19. A 2010 rerelease saw Martin modernizing a few details of her books, including changes in diabetes treatments and deleting mentions of technology such as VCRs. She decided that introducing one advancement was a bridge too far, however, telling Elle, "We felt if we set ourselves going down the road of cellphones it would have been crazy."

20. Don't hold your breath for a novel about The Baby-Sitters Club, LLC. Penning The Summer Before, a prequel about their origin story, in 2010, "was a lot of fun," Martin told Elle. but she's put the characters to bed for now: "So many people have asked me to write a reunion book, with the characters grown up, but nothing has come to me."

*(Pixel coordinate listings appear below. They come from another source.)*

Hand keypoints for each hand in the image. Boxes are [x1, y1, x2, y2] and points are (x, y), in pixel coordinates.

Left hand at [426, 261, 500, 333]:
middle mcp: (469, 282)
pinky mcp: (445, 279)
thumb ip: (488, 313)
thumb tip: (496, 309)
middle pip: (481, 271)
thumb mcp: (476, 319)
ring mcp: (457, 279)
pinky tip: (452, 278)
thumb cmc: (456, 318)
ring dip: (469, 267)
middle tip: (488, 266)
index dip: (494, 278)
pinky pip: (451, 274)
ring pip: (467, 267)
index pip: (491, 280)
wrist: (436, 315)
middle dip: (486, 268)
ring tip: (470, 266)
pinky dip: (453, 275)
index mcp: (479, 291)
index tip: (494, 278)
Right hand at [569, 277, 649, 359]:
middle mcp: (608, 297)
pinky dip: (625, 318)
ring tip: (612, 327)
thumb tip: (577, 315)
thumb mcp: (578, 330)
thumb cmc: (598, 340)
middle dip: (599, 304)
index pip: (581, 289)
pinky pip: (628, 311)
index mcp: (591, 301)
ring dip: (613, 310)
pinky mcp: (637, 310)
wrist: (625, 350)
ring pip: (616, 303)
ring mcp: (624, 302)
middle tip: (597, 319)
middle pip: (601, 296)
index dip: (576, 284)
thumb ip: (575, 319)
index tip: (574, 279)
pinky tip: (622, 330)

21. Though she does have some thoughts on what her creations are up to now. Kristy, naturally, is "probably the head of something, maybe a business" she shared at the 2010 Scholastic event. Stacey is doing "something in fashion, not necessarily design, but maybe the business end", Jessi is still "passionate about dance, but not a professional", Claudia is an artist (duh), Mary Anne is a teacher (makes sense) and as for Mallory and Dawn, she admitted, she didn't really have "strong feelings" except that Cali girl Dawn has permanent defected to the West Coast.